Re:Desktop vs Server usage. by Lumpy · 2007-02-20 14:38 · Score: 4, Interesting

Or she forgot to put in the part that Enterprise drives are replaced on a schedule BEFORE they fail. At Comcast I used to have 30 some servers with 25-50 drives each scattered about the state. every hard drive was replaced every 3 years to avoid failures. These servers (Tv ad insertion servers) made us between $4500-13,000 a minute they were in operation in spurts of 15 minutes down 3-5 minutes inserting ad's. Downtime was not acceptable so we replaced them on a regular basis.

Most enterprise level operations that relies on their data replace drives before they fail. In fac tthe replacement rate was increased to every 2 years not for failure prevention but for capacity increases.

--
Do not look at laser with remaining good eye.
How much does handling matter? by RebornData · 2007-02-20 14:43 · Score: 5, Interesting

What's interesting to me is that neither of these papers mentions the issue of pre-installation handling. The good folks over at Storage Review seem to be of the opinion that the shocks and bumps that happen to a drive between the factory and the final installation are the most significant factor in drive reliability (much more than brand, for example).

The google paper talks a bit about certain drive "vintages" being problemmatic, but I wonder if they buy drives in large lots, and perhaps some lots might have been handled roughly during shipping. If they could trace back each hard drive to the original order, perhaps they could look to see if there's a correlation between failure and shipping lot.

-R
Re:moving parts by blackest_k · 2007-02-20 15:37 · Score: 3, Interesting

Still doesn't mean it will last, got a 1 gig usb flash drive here dead in less than 8 weeks and very few read and writes. It will not identify itself. It might have 99,900 write cycles left but its still trashed.
Lets face it there is no reliable storage media, the only way to be safe is multiple copies.

--
Blarney Quality Restaurant, Plants
and Google contradicts. by bill_mcgonigle · 2007-02-20 16:33 · Score: 4, Interesting

Well, the article actually says that drives don't have a spike of failures at the beginning.

Hmm, the Google paper says they do, from 3-6 months (Figure 2).

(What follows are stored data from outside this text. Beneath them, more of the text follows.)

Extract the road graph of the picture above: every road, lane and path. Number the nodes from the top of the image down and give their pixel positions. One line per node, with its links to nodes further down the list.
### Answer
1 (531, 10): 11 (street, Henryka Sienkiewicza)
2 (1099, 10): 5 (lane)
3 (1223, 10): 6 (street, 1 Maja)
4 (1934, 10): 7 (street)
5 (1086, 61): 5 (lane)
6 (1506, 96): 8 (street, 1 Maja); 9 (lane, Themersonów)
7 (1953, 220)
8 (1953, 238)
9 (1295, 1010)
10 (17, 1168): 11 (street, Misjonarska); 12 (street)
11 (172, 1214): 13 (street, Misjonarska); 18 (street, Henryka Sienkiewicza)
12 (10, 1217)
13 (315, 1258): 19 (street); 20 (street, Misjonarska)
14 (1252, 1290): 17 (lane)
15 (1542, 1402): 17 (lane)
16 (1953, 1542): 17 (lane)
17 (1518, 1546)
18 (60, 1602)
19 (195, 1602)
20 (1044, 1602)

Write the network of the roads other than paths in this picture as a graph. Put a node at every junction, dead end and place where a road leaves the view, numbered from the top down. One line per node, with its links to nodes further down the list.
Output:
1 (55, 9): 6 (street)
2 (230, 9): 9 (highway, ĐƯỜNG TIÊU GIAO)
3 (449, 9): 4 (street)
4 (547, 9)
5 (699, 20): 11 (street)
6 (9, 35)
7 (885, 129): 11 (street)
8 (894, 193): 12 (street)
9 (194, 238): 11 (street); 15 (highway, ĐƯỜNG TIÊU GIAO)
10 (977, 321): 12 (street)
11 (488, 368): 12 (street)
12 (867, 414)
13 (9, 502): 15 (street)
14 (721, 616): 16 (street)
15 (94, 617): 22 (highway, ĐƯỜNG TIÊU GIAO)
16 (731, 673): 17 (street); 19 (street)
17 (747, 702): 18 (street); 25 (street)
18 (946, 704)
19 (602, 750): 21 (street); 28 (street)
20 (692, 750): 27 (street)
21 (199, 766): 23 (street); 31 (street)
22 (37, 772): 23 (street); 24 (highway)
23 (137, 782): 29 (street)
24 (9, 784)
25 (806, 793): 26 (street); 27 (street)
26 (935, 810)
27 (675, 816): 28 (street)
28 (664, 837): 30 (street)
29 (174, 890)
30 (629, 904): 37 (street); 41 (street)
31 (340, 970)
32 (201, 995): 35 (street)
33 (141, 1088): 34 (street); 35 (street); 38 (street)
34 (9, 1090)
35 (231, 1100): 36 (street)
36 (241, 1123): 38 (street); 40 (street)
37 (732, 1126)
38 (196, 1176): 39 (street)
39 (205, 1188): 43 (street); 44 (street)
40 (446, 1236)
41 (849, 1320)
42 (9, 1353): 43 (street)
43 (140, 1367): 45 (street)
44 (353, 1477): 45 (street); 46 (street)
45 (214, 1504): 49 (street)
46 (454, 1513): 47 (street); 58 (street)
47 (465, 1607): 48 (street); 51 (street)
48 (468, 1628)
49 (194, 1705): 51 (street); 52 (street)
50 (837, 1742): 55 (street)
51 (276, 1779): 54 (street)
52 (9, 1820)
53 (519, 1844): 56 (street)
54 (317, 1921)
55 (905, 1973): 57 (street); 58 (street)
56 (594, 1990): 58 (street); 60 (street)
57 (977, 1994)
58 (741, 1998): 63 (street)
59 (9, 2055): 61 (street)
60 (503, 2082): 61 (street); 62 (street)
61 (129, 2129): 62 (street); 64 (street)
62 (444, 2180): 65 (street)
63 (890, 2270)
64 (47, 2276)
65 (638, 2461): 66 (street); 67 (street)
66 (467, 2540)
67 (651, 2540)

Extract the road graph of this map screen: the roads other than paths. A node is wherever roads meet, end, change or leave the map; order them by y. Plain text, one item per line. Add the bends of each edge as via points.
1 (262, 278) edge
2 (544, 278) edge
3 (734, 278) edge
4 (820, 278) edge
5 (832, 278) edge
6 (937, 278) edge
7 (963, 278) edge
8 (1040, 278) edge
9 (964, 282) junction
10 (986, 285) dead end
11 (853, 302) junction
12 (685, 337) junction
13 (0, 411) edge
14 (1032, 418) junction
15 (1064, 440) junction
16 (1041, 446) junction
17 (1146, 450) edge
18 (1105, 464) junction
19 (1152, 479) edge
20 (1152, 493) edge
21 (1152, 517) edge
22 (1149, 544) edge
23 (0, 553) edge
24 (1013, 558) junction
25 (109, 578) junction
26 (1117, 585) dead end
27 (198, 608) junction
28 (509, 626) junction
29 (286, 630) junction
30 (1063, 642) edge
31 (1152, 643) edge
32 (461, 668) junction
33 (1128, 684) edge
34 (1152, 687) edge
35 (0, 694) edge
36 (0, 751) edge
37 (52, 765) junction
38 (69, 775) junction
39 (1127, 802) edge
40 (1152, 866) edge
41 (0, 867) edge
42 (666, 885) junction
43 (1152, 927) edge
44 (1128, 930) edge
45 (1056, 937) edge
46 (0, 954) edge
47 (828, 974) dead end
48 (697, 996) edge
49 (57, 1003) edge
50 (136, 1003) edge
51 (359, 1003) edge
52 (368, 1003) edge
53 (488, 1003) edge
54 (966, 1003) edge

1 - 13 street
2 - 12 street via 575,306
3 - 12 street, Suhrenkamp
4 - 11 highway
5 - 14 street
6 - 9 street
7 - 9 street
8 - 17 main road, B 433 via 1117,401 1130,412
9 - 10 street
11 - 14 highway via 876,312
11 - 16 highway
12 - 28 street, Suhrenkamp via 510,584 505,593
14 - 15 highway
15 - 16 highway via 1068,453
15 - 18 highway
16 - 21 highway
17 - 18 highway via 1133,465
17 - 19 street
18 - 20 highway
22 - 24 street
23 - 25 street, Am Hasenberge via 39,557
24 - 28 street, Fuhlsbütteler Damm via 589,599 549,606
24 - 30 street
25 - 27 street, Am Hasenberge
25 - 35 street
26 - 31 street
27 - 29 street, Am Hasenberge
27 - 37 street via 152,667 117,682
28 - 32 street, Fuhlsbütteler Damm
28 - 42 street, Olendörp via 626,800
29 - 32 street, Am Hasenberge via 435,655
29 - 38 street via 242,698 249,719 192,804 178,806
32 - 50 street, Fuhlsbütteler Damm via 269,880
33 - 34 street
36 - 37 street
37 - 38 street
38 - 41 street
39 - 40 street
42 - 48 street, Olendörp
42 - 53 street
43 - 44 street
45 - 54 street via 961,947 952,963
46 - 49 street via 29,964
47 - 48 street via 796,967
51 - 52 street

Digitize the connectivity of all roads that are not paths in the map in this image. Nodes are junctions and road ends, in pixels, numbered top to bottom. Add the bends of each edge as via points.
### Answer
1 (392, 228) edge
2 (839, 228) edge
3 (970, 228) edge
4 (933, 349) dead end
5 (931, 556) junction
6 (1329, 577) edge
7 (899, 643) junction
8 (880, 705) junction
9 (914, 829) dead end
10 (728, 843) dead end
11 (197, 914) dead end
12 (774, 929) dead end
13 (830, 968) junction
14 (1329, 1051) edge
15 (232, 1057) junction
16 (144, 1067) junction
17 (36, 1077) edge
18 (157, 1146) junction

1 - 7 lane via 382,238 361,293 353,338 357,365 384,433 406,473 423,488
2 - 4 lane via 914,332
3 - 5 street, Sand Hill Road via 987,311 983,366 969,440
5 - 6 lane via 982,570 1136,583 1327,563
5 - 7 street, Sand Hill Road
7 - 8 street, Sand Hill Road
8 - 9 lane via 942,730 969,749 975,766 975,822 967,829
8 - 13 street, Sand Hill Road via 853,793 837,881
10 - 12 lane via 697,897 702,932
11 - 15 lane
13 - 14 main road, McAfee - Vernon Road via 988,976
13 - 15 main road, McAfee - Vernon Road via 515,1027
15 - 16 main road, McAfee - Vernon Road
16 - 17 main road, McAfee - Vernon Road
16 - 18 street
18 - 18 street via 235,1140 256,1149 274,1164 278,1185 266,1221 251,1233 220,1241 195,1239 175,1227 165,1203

Which leaves us with confirmation that 50% of all studies are wrong.

--
My God, it's Full of Source!
OUTSIDE_IP=$(dig +short my.ip @outsideip.net)
disk spin-up is most responsible for failure ? by cats-paw · 2007-02-20 16:52 · Score: 3, Interesting

I keep hearing this persistent rumor that it's disk spin-up which is the most significant contribution to disk failure. The moral of the story is that systems which are left on 24/7 are less likely to see HD failures than systems turned on/off everyday.

Now if that's really true, wouldn't it be quite simple for the manufacturers to simply spin-up the disk more slowly by putting in very simple and reliable motor control circuitry ?

Does anyone have any real evidence, i.e. not anecdotal, that this is really true.

--
Absolute statements are never true
Re:Desktop vs Server usage. by yoprst · 2007-02-20 18:05 · Score: 3, Interesting

It's broadcasting, dude! No downtime is allowed. Here in Soviet Russia we (broadcasters) do exactly the same, except that we prefer 2-year period.